> [Stored items]:
■ ■ ■ ■

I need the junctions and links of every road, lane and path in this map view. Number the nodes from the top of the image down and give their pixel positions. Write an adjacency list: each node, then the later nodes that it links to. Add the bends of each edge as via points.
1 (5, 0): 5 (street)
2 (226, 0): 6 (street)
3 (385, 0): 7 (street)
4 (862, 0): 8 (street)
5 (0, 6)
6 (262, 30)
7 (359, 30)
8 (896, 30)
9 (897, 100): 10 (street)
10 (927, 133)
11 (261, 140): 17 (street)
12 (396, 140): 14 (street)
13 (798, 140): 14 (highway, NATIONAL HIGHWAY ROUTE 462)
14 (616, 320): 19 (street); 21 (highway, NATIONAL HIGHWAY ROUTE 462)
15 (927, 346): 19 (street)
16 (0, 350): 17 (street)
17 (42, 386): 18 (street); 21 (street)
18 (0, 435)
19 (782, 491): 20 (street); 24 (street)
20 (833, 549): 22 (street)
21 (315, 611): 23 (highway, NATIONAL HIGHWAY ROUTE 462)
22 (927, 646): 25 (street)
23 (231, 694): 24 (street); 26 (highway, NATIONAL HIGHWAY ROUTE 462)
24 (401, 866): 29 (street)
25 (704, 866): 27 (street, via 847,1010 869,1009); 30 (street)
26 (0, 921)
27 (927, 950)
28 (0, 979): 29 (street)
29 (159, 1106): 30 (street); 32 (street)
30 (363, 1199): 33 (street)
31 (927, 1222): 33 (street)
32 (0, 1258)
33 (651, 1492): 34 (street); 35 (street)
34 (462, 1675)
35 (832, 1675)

■ ■ ■ ■

> [Work instruction]:
All of the entries above must be quoted exactly.

> [Exercise solution]:
I need the junctions and links of every road, lane and path in this map view. Number the nodes from the top of the image down and give their pixel positions. Write an adjacency list: each node, then the later nodes that it links to. Add the bends of each edge as via points.
1 (5, 0): 5 (street)
2 (226, 0): 6 (street)
3 (385, 0): 7 (street)
4 (862, 0): 8 (street)
5 (0, 6)
6 (262, 30)
7 (359, 30)
8 (896, 30)
9 (897, 100): 10 (street)
10 (927, 133)
11 (261, 140): 17 (street)
12 (396, 140): 14 (street)
13 (798, 140): 14 (highway, NATIONAL HIGHWAY ROUTE 462)
14 (616, 320): 19 (street); 21 (highway, NATIONAL HIGHWAY ROUTE 462)
15 (927, 346): 19 (street)
16 (0, 350): 17 (street)
17 (42, 386): 18 (street); 21 (street)
18 (0, 435)
19 (782, 491): 20 (street); 24 (street)
20 (833, 549): 22 (street)
21 (315, 611): 23 (highway, NATIONAL HIGHWAY ROUTE 462)
22 (927, 646): 25 (street)
23 (231, 694): 24 (street); 26 (highway, NATIONAL HIGHWAY ROUTE 462)
24 (401, 866): 29 (street)
25 (704, 866): 27 (street, via 847,1010 869,1009); 30 (street)
26 (0, 921)
27 (927, 950)
28 (0, 979): 29 (street)
29 (159, 1106): 30 (street); 32 (street)
30 (363, 1199): 33 (street)
31 (927, 1222): 33 (street)
32 (0, 1258)
33 (651, 1492): 34 (street); 35 (street)
34 (462, 1675)
35 (832, 1675)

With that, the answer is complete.